Surface assembly of poly(I:C) on polyethyleneimine-modified gelatin nanoparticles as immunostimulatory carriers for mucosal antigen delivery.

The mucosal immune system is the host's first line of defense against invasion by foreign pathogens. Gelatin nanoparticles (GNPs) are suitable carriers for the delivery of antigens via various routes of administration. In the present study, GNPs were modified with polyethyleneimine (PEI), a positively charged polymer. Then, ovalbumin (OVA) and polyinosinic:polycytidylic acid (poly(I:C)), an immunostimulant, were adsorbed onto the surface of the positively charged GNPs. We assessed whether GNPs could act as an effective mucosal vaccine that is capable of inducing both mucosal and systemic immune responses.
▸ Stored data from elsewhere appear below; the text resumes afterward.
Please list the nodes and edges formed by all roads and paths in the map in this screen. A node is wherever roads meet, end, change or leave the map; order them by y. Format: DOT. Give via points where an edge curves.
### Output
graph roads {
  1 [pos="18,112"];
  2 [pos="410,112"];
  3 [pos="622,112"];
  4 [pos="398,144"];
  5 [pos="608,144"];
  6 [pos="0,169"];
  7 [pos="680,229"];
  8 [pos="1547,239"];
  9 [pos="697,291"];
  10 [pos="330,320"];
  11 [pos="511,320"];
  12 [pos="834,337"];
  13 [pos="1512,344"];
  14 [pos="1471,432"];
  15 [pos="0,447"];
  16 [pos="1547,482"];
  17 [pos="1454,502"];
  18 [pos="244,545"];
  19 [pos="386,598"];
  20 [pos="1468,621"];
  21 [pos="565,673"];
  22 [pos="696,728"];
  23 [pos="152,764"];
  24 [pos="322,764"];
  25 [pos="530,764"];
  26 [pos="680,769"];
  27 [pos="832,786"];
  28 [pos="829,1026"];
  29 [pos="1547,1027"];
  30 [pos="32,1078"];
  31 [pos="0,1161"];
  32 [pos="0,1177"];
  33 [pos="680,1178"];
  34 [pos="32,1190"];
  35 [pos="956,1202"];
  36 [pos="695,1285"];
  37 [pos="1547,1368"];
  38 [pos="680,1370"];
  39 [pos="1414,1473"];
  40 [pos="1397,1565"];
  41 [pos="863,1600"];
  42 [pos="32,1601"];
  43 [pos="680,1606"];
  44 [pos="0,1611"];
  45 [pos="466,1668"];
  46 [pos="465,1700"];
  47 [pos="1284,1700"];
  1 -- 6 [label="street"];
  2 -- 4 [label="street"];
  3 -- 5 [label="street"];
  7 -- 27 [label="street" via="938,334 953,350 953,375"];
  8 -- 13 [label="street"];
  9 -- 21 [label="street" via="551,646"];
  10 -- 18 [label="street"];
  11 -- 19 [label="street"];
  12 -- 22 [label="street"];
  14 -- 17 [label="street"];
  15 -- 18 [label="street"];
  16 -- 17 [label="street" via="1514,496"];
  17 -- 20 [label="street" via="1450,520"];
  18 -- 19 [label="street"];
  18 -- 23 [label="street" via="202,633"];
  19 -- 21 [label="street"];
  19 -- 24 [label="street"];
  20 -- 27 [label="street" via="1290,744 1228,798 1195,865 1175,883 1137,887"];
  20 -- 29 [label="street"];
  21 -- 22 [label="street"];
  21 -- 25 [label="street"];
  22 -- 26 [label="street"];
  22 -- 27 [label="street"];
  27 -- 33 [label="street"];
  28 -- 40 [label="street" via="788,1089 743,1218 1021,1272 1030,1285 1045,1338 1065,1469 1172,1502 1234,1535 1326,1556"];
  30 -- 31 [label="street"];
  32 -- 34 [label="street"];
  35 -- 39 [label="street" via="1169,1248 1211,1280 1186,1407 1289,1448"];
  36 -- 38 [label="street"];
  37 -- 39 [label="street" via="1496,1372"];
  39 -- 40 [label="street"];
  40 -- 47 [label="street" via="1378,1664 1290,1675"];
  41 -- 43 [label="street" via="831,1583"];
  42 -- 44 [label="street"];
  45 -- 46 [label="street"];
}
The results showed that GNPs effectively adsorbed OVA/poly(I:C), facilitated cellular uptake by RAW 264.7 macrophage cells and murine bone marrow-derived dendritic cells (BMDCs) in vitro, and led to increased expression of the maturation markers CD80 and CD86 on BMDCs. Furthermore, GNPs induced increased secretion of proinflammatory cytokines in both RAW 264.7 and BMDCs. C57BL/6 mice that were intranasally twice-immunized with OVA/poly(I:C)-loaded GNPs produced high levels of serum OVA-specific IgG antibodies and secretory IgA in nasal and lung lavage. Spleen cells from immunized mice were collected and re-stimulated with OVA, and results showed significantly augmented production of IFN-γ, IL-4, IL-5, and IL-6 in mice that received OVA/poly(I:C)-loaded GNPs. Moreover, intranasal immunization with OVA/poly(I:C)-loaded GNPs resulted in the inhibition of EG7 tumor growth in C57BL/6 mice. Taken together, these results indicate that nasal administration of OVA/poly(I:C)-loaded GNPs elicited effective mucosal and systemic immune responses, which might be useful for further applications of antigen delivery. © 2018 Wiley Periodicals, Inc. J Biomed Mater Res B Part B, 2018.